1. Objective Summary

The assignment required:

  • Implementing a PF buffer manager with selectable LRU/MRU replacement strategies and configurable buffer-pool size; page-level dirty flags and write-back-on-eviction; and collection/reporting of logical/physical I/O counters and buffer hit rate. The system must produce statistics for different mixtures of read/write workloads and visualize them.
  • Implementing an SP layer that stores variable-length student records (insert/delete/scan/compaction) and compares space utilization to static record management (different maximum record sizes).
  • Using the AM layer to construct indexes in three ways (bulk from file/unsorted, incremental inserts, and efficient bulk-loading when pre-sorted) and compare performance.

2. Design & Implementation

2.1 PF Layer: Buffer Manager

Selectable policies: PF_OpenFile(..., policy) accepts an integer flag selecting the replacement policy. The flag is stored in a global bufferPolicy used by the allocator.

Victim selection: The internal allocator (PFbufInternalAlloc) traverses the buffer list:

  • LRU: start from tail (PFlastbpage) and choose the first unpinned page found (oldest).
  • MRU: start from head (PFfirstbpage) and choose the first unpinned page (most recently used).

The traversal is safe-guarded for pinned-page conditions and returns error if no candidate is found.

2.2 Dirty Flag & Write-back

  • Each buffer-frame maintains a dirty boolean.
  • PF_UnfixPage allows marking pages dirty.
  • On victim selection, if dirty == true then the page is written to disk before reuse; physical_writes++ is incremented.

2.3 Statistics Collection

Counters implemented and exposed:

  • logical_reads — incremented on every PF_GetThisPage call (a request for a page).
  • physical_reads — incremented when a requested page misses buffer and must be read from disk.
  • physical_writes — incremented on writes to disk (evictions of dirty pages).
  • Buffer hit rate = 1 - (physical_reads / logical_reads) (or computed using counts; reported as percent).

API:

  • PF_InitStats() — zero counters
  • PF_PrintStats() — output current counters & hit rate

2.4 SP Layer: Slotted Page design

  • Page layout: Page header (slot count, free offset), slot directory growing forward, and record area growing backward.
  • API:
    • SP_InsertRec: find page with contiguous free space; if none, allocate new page.
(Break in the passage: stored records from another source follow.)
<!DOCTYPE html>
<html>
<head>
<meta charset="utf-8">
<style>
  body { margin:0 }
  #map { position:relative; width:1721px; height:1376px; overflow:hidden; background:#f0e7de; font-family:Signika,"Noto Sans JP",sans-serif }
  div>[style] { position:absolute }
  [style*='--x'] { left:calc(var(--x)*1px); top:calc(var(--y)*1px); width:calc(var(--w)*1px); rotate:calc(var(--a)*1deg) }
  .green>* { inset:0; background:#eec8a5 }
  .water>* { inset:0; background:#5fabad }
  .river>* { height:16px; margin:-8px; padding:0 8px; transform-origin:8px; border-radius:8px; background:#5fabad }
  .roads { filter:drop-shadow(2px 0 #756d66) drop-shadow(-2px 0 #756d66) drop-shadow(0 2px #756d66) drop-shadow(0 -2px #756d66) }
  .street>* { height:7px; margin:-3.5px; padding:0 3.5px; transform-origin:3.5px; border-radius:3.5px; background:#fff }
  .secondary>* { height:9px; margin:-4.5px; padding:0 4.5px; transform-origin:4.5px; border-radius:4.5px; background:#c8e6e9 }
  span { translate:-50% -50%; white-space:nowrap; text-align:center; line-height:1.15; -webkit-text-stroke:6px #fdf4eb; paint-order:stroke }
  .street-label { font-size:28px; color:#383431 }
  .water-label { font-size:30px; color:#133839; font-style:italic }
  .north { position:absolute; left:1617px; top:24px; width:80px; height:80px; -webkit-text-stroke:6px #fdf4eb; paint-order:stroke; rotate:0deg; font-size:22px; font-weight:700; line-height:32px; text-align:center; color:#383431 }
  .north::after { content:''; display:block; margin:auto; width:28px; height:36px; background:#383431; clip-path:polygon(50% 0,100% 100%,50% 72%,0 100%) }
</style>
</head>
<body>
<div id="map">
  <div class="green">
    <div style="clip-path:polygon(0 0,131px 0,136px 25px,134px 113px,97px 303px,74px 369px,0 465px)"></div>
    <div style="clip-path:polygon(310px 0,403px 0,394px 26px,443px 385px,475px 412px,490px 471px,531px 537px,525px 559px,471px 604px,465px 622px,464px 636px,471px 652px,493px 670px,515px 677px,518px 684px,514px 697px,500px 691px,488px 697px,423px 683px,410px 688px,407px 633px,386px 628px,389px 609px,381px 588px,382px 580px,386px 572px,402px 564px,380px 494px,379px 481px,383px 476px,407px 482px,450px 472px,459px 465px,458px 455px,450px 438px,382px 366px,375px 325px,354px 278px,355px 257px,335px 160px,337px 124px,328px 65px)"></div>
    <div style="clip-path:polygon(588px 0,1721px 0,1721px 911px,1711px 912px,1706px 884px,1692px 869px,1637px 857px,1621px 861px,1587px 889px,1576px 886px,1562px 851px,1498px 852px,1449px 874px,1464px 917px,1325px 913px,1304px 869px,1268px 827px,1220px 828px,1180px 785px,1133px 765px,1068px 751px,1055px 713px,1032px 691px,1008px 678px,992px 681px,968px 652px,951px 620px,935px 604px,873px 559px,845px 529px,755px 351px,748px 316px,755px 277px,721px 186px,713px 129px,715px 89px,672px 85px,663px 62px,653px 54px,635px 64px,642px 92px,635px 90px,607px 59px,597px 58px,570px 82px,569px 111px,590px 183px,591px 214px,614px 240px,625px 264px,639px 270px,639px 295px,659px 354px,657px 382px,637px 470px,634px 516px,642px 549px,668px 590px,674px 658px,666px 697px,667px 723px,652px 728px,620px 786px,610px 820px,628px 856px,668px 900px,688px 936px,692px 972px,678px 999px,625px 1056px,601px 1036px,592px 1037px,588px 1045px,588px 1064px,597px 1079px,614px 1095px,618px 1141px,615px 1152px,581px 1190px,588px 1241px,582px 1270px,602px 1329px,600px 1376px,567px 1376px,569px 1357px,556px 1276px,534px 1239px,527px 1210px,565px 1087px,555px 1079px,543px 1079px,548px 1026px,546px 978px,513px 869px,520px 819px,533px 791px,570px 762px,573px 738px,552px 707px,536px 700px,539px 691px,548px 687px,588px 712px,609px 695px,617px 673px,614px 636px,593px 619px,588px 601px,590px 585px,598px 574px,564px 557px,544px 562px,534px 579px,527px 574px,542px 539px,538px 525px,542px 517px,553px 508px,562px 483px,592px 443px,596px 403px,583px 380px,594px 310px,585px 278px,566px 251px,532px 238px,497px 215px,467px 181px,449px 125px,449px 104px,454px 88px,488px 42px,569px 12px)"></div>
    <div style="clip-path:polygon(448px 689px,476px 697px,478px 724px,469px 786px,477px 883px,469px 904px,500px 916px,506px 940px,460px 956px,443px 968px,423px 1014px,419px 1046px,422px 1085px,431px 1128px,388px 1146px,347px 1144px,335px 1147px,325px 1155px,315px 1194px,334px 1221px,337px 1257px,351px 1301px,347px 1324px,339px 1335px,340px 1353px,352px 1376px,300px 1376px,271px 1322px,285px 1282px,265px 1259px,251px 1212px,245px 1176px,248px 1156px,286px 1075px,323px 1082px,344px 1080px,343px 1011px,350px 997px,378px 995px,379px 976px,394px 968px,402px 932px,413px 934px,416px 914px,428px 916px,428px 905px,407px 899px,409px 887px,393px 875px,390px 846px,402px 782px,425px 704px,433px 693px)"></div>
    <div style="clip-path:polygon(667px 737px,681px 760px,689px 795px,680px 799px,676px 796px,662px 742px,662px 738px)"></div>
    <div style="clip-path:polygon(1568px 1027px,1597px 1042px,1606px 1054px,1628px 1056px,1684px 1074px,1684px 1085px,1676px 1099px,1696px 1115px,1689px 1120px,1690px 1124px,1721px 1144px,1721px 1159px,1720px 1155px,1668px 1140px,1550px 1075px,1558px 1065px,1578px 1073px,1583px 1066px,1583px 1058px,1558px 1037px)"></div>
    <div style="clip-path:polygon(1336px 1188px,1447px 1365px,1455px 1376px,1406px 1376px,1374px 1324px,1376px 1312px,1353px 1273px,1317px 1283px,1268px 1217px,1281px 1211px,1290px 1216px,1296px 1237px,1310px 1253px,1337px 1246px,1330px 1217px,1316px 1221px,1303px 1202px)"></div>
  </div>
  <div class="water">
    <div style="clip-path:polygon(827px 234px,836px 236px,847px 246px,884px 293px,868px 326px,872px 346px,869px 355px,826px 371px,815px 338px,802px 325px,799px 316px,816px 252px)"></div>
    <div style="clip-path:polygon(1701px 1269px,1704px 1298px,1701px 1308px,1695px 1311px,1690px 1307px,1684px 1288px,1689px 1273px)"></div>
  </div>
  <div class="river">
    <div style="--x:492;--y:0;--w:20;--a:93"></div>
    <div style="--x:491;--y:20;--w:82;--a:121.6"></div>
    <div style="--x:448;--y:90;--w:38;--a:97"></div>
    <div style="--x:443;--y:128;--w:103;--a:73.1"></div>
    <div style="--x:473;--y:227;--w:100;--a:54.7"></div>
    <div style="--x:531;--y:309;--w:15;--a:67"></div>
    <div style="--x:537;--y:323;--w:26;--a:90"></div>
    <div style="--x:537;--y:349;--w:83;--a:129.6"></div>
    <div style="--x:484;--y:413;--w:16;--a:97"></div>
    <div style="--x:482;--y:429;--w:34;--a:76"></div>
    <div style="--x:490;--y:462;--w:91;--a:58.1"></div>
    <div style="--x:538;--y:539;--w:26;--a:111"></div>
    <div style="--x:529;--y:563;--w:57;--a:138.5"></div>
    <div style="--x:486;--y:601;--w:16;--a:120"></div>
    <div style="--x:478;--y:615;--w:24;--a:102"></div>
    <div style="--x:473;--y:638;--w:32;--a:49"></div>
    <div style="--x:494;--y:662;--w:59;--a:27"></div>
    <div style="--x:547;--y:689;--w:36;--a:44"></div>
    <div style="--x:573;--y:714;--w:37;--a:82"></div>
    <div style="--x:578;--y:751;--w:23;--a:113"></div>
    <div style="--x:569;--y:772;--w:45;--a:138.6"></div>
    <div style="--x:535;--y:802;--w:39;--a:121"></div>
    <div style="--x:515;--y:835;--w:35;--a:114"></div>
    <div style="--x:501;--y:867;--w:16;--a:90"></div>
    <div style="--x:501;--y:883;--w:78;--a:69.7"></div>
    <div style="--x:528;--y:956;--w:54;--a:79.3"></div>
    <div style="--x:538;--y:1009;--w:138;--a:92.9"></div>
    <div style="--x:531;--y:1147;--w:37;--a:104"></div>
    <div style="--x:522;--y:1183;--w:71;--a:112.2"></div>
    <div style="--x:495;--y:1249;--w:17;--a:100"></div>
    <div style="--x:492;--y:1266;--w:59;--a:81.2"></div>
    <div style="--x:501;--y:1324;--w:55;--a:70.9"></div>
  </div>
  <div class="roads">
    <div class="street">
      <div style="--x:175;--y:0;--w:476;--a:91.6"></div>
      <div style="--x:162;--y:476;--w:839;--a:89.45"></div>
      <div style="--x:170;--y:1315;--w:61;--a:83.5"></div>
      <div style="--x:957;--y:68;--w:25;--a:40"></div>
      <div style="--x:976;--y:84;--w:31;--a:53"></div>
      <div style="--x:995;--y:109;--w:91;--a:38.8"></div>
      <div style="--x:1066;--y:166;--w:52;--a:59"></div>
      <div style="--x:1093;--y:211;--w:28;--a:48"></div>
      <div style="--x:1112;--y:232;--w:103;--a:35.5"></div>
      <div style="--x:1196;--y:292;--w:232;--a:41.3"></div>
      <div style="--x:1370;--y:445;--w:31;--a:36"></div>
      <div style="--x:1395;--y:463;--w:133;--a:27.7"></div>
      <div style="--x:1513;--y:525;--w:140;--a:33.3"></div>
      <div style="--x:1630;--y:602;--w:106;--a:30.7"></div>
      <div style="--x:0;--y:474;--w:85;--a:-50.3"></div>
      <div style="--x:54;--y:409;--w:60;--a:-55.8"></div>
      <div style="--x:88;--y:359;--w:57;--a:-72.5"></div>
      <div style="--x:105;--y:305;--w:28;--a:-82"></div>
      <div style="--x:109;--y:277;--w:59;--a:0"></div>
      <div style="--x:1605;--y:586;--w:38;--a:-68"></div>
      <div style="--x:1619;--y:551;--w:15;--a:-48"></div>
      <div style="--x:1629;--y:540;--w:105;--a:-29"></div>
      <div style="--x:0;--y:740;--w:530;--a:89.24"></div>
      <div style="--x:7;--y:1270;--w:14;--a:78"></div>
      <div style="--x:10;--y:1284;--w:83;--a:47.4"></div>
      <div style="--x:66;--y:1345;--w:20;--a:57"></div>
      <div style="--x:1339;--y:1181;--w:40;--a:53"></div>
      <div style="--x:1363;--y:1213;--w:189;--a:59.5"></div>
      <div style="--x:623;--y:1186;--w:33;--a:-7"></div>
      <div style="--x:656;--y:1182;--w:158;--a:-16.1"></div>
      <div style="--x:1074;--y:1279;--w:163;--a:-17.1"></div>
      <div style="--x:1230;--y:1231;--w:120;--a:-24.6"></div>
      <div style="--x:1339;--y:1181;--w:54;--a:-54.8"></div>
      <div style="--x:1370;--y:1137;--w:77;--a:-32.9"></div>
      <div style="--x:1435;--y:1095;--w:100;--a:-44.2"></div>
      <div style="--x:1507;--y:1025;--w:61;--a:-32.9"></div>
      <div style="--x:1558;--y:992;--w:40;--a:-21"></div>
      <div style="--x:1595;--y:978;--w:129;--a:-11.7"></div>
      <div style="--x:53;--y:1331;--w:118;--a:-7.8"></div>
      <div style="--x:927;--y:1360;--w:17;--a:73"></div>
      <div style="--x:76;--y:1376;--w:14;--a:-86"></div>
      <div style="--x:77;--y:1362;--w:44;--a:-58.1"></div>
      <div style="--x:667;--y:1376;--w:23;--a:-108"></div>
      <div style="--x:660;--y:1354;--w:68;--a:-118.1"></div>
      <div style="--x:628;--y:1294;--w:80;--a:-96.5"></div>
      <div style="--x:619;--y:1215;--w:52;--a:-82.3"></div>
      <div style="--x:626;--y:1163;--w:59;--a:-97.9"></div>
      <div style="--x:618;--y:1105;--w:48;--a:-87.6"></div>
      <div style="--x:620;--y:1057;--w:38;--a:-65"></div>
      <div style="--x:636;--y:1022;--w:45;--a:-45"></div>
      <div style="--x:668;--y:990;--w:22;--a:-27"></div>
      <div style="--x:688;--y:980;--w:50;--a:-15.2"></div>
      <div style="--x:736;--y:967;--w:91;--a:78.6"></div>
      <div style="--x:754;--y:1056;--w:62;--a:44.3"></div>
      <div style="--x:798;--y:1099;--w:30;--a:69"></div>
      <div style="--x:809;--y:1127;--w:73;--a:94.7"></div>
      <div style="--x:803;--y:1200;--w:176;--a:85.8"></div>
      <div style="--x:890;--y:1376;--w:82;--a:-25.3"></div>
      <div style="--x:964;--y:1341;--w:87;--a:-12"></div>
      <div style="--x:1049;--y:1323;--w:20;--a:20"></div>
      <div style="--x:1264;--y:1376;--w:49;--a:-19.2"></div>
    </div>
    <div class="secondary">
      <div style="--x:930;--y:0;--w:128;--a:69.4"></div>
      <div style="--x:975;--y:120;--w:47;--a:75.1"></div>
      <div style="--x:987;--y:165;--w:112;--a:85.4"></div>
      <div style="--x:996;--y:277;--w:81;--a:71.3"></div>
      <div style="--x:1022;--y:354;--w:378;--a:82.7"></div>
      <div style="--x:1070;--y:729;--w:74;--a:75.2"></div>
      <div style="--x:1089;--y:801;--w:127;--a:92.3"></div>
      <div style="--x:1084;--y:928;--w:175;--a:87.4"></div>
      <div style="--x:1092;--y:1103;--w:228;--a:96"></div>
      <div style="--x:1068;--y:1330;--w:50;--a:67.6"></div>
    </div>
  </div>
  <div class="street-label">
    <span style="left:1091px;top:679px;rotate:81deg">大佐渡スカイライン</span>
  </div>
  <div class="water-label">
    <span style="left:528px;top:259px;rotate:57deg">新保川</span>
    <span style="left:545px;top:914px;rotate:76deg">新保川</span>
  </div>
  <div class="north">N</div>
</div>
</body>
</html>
Slot directory updated with record offset & length.
    • SP_DeleteRec: mark slot deleted (e.g., set length = -1 or a deleted flag).
    • SP_CompactPage: called automatically when fragmentation exceeds threshold (e.g., >50% fragmented), compacts records, rebuilds slot directory, and recovers contiguous free space.
    • SP_GetFirstRec / SP_GetNextRec: sequential scanning that skips deleted slots.

2.5 AM Layer: Index Construction Methods

We implemented and evaluated three methods using roll-no as key:

  1. Method 1 — Bulk from existing data file (unsorted): Scan data file, insert keys into B+ tree (bulk creation by scanning & inserting).
  2. Method 2 — Incremental index construction (empty file): Start with empty index and insert records one-by-one as they come.
  3. Method 3 — Efficient bulk-loading from pre-sorted data: Sort records by key first and then build the B+ tree leaf nodes sequentially (faster as nodes are filled once).

3. Testbed & Methodology

  • Test programs used: test_stats, test_linear_scan, test_sp, testbl, test_indexing (provided/extended in assignment package).
  • Workloads: Randomized read/write mixes from 10% reads to 90% reads (in 10% increments) were run and averaged across multiple runs for LRU & MRU.
  • SP tests: Insertion of 1000 variable-length records, space utilization measurement; correctness tests (insert/retrieve/delete/compaction) via test_sp.
  • Index tests: Index creation on student data with N=17814 records; timings measured for Method 1 (bulk from file), Method 2 (incremental), and Method 3 (sorted bulk).

4. Results

The following results are from the test runs recorded while developing and evaluating the implementation (raw test output excerpt in Appendix).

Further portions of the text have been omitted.